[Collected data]
—————

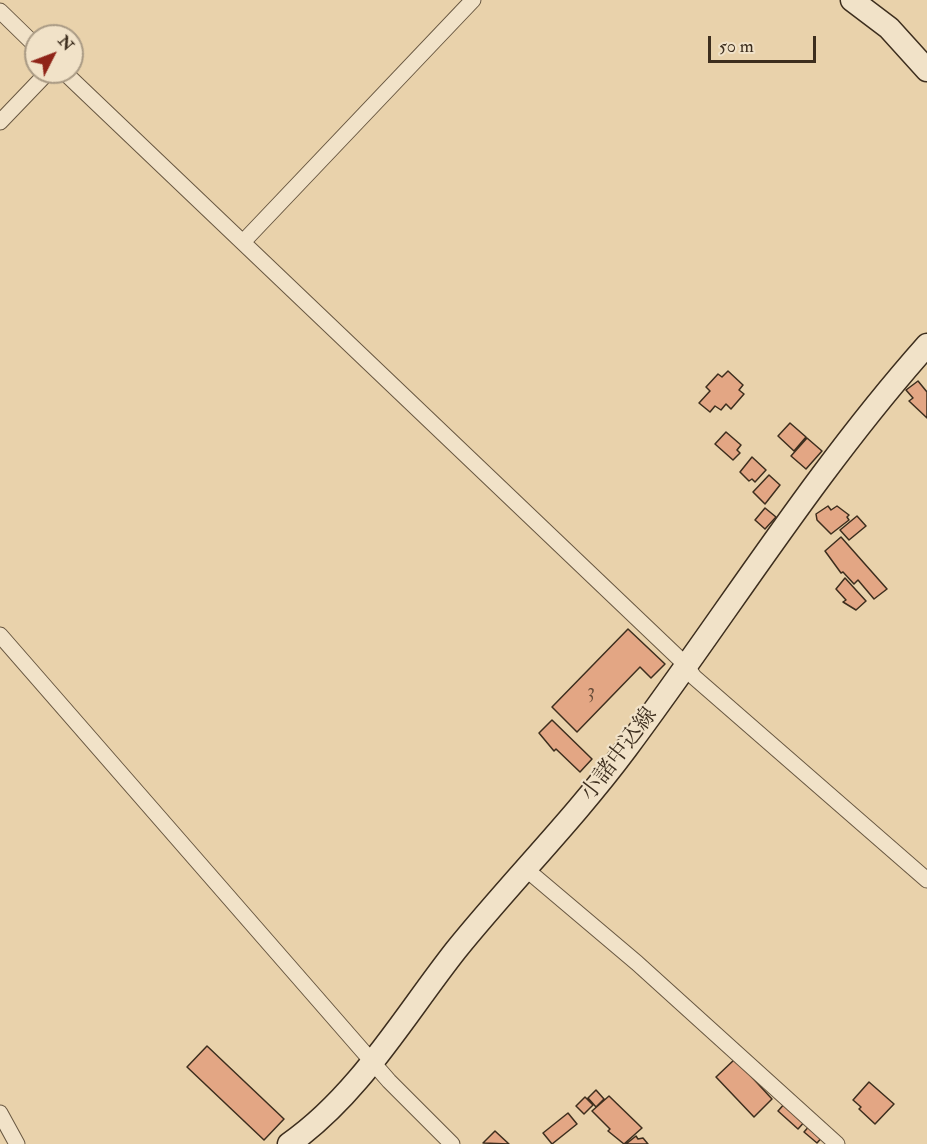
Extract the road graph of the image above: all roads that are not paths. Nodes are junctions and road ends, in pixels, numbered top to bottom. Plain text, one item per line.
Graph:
1 (473, 0) edge
2 (852, 0) edge
3 (0, 12) edge
4 (24, 35) edge
5 (927, 70) edge
6 (36, 84) edge
7 (77, 84) edge
8 (0, 122) edge
9 (243, 242) junction
10 (927, 345) edge
11 (0, 635) edge
12 (686, 665) junction
13 (527, 870) junction
14 (927, 880) edge
15 (372, 1061) junction
16 (0, 1113) edge
17 (17, 1144) edge
18 (289, 1144) edge
19 (452, 1144) edge
20 (837, 1144) edge

1 - 9 street
2 - 5 main road
3 - 4 street
6 - 8 street
7 - 9 street
9 - 12 street
10 - 12 main road, 小諸中込線
11 - 15 street
12 - 13 main road, 小諸中込線
12 - 14 street
13 - 15 main road, 小諸中込線
13 - 20 street
15 - 18 main road, 小諸中込線
15 - 19 street
16 - 17 street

—————

• What you have to do: Reproduce the data word for word without its images.

• Completed exercise:
Extract the road graph of the image above: all roads that are not paths. Nodes are junctions and road ends, in pixels, numbered top to bottom. Plain text, one item per line.
Graph:
1 (473, 0) edge
2 (852, 0) edge
3 (0, 12) edge
4 (24, 35) edge
5 (927, 70) edge
6 (36, 84) edge
7 (77, 84) edge
8 (0, 122) edge
9 (243, 242) junction
10 (927, 345) edge
11 (0, 635) edge
12 (686, 665) junction
13 (527, 870) junction
14 (927, 880) edge
15 (372, 1061) junction
16 (0, 1113) edge
17 (17, 1144) edge
18 (289, 1144) edge
19 (452, 1144) edge
20 (837, 1144) edge

1 - 9 street
2 - 5 main road
3 - 4 street
6 - 8 street
7 - 9 street
9 - 12 street
10 - 12 main road, 小諸中込線
11 - 15 street
12 - 13 main road, 小諸中込線
12 - 14 street
13 - 15 main road, 小諸中込線
13 - 20 street
15 - 18 main road, 小諸中込線
15 - 19 street
16 - 17 street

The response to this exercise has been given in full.